== WHAT TO DO ==
Report every line of the entries that contains the word "ISOKUN".

____________

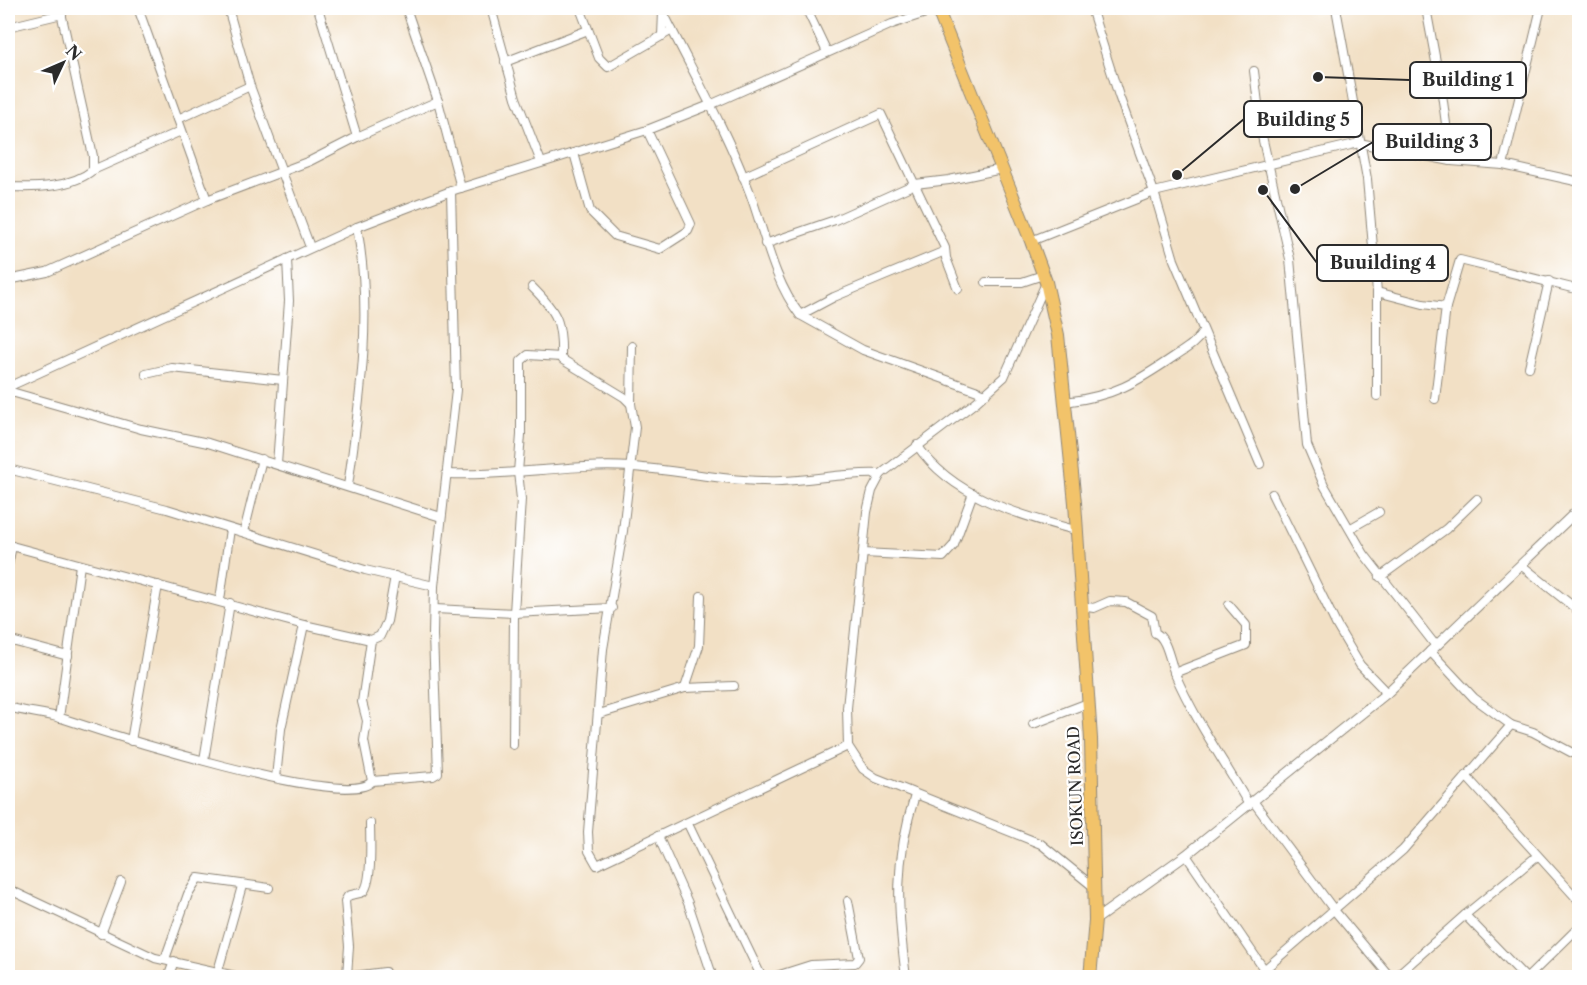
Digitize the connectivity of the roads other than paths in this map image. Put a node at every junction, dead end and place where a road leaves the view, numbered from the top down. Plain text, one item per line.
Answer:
1 (138, 8) edge
2 (228, 8) edge
3 (318, 8) edge
4 (406, 8) edge
5 (491, 8) edge
6 (580, 8) edge
7 (806, 8) edge
8 (939, 8) edge
9 (1091, 8) edge
10 (1336, 8) edge
11 (1426, 8) edge
12 (1541, 8) edge
13 (662, 9) edge
14 (61, 11) edge
15 (8, 27) edge
16 (588, 30) junction
17 (672, 30) junction
18 (662, 36) junction
19 (827, 52) junction
20 (505, 62) junction
21 (1254, 71) dead end
22 (250, 87) junction
23 (438, 101) junction
24 (710, 105) junction
25 (178, 118) junction
26 (647, 130) junction
27 (181, 131) junction
28 (357, 137) junction
29 (1359, 142) junction
30 (574, 153) junction
31 (93, 156) junction
32 (1451, 161) junction
33 (110, 162) junction
34 (541, 162) junction
35 (1503, 165) junction
36 (1269, 166) junction
37 (93, 170) junction
38 (1002, 170) junction
39 (283, 171) junction
40 (743, 177) junction
41 (1580, 182) edge
42 (915, 183) junction
43 (8, 188) edge
44 (461, 188) junction
45 (451, 191) junction
46 (1154, 192) junction
47 (207, 200) junction
48 (357, 227) junction
49 (1031, 241) junction
50 (765, 244) junction
51 (310, 247) junction
52 (945, 251) junction
53 (287, 259) junction
54 (1044, 279) junction
55 (8, 280) edge
56 (1549, 281) junction
57 (986, 282) dead end
58 (532, 286) dead end
59 (957, 289) dead end
60 (1580, 290) edge
61 (1377, 292) junction
62 (1446, 307) junction
63 (800, 315) junction
64 (1203, 332) junction
65 (1196, 344) junction
66 (1208, 344) junction
67 (632, 346) dead end
68 (561, 357) junction
69 (1529, 367) dead end
70 (146, 374) dead end
71 (283, 380) junction
72 (8, 389) edge
73 (986, 394) junction
74 (1377, 396) dead end
75 (1436, 399) dead end
76 (1065, 402) junction
77 (632, 404) junction
78 (917, 445) junction
79 (262, 459) junction
80 (277, 464) junction
81 (1260, 464) dead end
82 (630, 466) junction
83 (8, 469) edge
84 (518, 472) junction
85 (448, 474) junction
86 (881, 474) junction
87 (348, 486) junction
88 (973, 493) junction
89 (1272, 494) dead end
90 (1477, 500) dead end
91 (1580, 508) edge
92 (1379, 512) dead end
93 (441, 517) junction
94 (1351, 528) junction
95 (230, 529) junction
96 (1075, 530) junction
97 (244, 532) junction
98 (10, 546) edge
99 (863, 553) junction
100 (8, 565) edge
101 (80, 565) junction
102 (1521, 565) junction
103 (395, 576) junction
104 (1380, 577) junction
105 (158, 585) junction
106 (434, 586) junction
107 (1080, 595) junction
108 (701, 596) dead end
109 (220, 600) junction
110 (230, 603) junction
111 (1228, 605) dead end
112 (612, 608) junction
113 (435, 609) junction
114 (1580, 612) edge
115 (514, 613) junction
116 (304, 625) junction
117 (8, 640) edge
118 (371, 640) junction
119 (1433, 648) junction
120 (68, 656) junction
121 (1174, 673) junction
122 (734, 686) dead end
123 (686, 688) junction
124 (1387, 693) junction
125 (1088, 703) junction
126 (8, 707) edge
127 (599, 714) junction
128 (59, 718) junction
129 (1033, 724) dead end
130 (1511, 725) junction
131 (131, 741) junction
132 (513, 746) dead end
133 (848, 746) junction
134 (1580, 757) edge
135 (204, 760) junction
136 (1466, 776) junction
137 (276, 778) junction
138 (372, 781) junction
139 (915, 795) junction
140 (1251, 803) junction
141 (370, 823) dead end
142 (688, 824) junction
143 (658, 836) junction
144 (1186, 855) junction
145 (1537, 856) junction
146 (122, 882) dead end
147 (242, 886) junction
148 (269, 888) dead end
149 (1095, 888) junction
150 (8, 890) edge
151 (848, 901) dead end
152 (1580, 902) edge
153 (1334, 910) junction
154 (1465, 915) junction
155 (1095, 920) junction
156 (1580, 926) edge
157 (101, 934) junction
158 (165, 958) junction
159 (174, 961) junction
160 (1264, 970) junction
161 (218, 971) junction
162 (347, 976) junction
163 (906, 977) edge
164 (168, 978) edge
165 (244, 978) edge
166 (338, 978) edge
167 (387, 978) edge
168 (712, 978) edge
169 (762, 978) edge
170 (770, 978) edge
171 (1090, 978) edge
172 (1270, 978) edge
173 (1392, 978) edge
174 (1526, 978) edge

1 - 25 street
2 - 22 street
3 - 28 street
4 - 23 street
5 - 20 street
6 - 16 street
7 - 19 street
8 - 19 street
8 - 38 main road, ISOKUN ROAD
9 - 46 street
10 - 29 street
11 - 32 street
12 - 35 street
13 - 17 street
13 - 18 street
14 - 15 street
14 - 31 street
16 - 18 street
16 - 20 street
17 - 18 street
17 - 24 street
19 - 24 street
20 - 34 street
21 - 36 street
22 - 25 street
22 - 39 street
23 - 28 street
23 - 44 street
24 - 26 street
24 - 40 street
25 - 27 street
26 - 30 street
26 - 30 street
27 - 33 street
27 - 47 street
28 - 39 street
29 - 32 street
29 - 36 street
29 - 61 street
30 - 34 street
31 - 33 street
31 - 37 street
32 - 35 street
33 - 37 street
34 - 44 street
35 - 41 street
36 - 46 street
36 - 94 street
37 - 43 street
38 - 42 street
38 - 49 main road, ISOKUN ROAD
39 - 47 street
39 - 51 street
40 - 42 street
40 - 50 street
42 - 50 street
42 - 52 street
44 - 45 street
45 - 48 street
45 - 85 street
46 - 49 street
46 - 64 street
47 - 55 street
48 - 51 street
48 - 87 street
49 - 54 main road, ISOKUN ROAD
50 - 63 street
51 - 53 street
52 - 59 street
52 - 63 street
53 - 71 street
53 - 72 street
54 - 57 street
54 - 73 street
54 - 76 main road, ISOKUN ROAD
56 - 60 street
56 - 62 street
56 - 69 street
58 - 68 street
61 - 62 street
61 - 74 street
62 - 75 street
63 - 73 street
64 - 65 street
64 - 66 street
65 - 66 street
65 - 76 street
66 - 81 street
67 - 77 street
68 - 77 street
68 - 84 street
70 - 71 street
71 - 80 street
72 - 79 street
73 - 78 street
76 - 96 main road, ISOKUN ROAD
77 - 82 street
78 - 86 street
78 - 88 street
79 - 80 street
79 - 97 street
80 - 87 street
82 - 84 street
82 - 86 street
82 - 112 street
83 - 95 street
84 - 85 street
84 - 115 street
85 - 93 street
86 - 99 street
87 - 93 street
88 - 96 street
88 - 99 street
89 - 124 street
90 - 104 street
91 - 102 street
92 - 94 street
93 - 106 street
94 - 104 street
95 - 97 street
95 - 109 street
96 - 107 main road, ISOKUN ROAD
97 - 103 street
98 - 100 street
98 - 101 street
99 - 133 street
101 - 105 street
101 - 120 street
102 - 114 street
102 - 119 street
103 - 106 street
103 - 118 street
104 - 119 street
105 - 109 street
105 - 131 street
106 - 113 street
107 - 121 street
107 - 125 main road, ISOKUN ROAD
108 - 123 street
109 - 110 street
110 - 116 street
110 - 135 street
111 - 121 street
112 - 115 street
112 - 127 street
113 - 115 street
113 - 138 street
115 - 132 street
116 - 118 street
116 - 137 street
117 - 120 street
118 - 138 street
119 - 124 street
119 - 130 street
120 - 128 street
121 - 140 street
122 - 123 street
123 - 127 street
124 - 140 street
125 - 129 street
125 - 149 main road, ISOKUN ROAD
126 - 128 street
127 - 143 street
128 - 131 street
130 - 134 street
130 - 136 street
131 - 135 street
133 - 139 street
133 - 142 street
135 - 137 street
136 - 145 street
136 - 153 street
137 - 138 street
139 - 149 street
139 - 163 street
140 - 144 street
140 - 153 street
141 - 162 street
142 - 143 street
142 - 169 street
143 - 168 street
144 - 155 street
144 - 160 street
145 - 152 street
145 - 154 street
146 - 157 street
147 - 148 street
147 - 158 street
147 - 161 street
149 - 155 main road, ISOKUN ROAD
150 - 157 street
151 - 170 street
153 - 160 street
153 - 173 street
154 - 173 street
154 - 174 street
155 - 171 main road, ISOKUN ROAD
156 - 174 street
157 - 158 street
158 - 159 street
159 - 161 street
159 - 164 street
160 - 172 street
161 - 165 street
162 - 166 street
162 - 167 street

____________

== PROBLEM SOLUTION ==
8 - 38 main road, ISOKUN ROAD
38 - 49 main road, ISOKUN ROAD
49 - 54 main road, ISOKUN ROAD
54 - 76 main road, ISOKUN ROAD
76 - 96 main road, ISOKUN ROAD
96 - 107 main road, ISOKUN ROAD
107 - 125 main road, ISOKUN ROAD
125 - 149 main road, ISOKUN ROAD
149 - 155 main road, ISOKUN ROAD
155 - 171 main road, ISOKUN ROAD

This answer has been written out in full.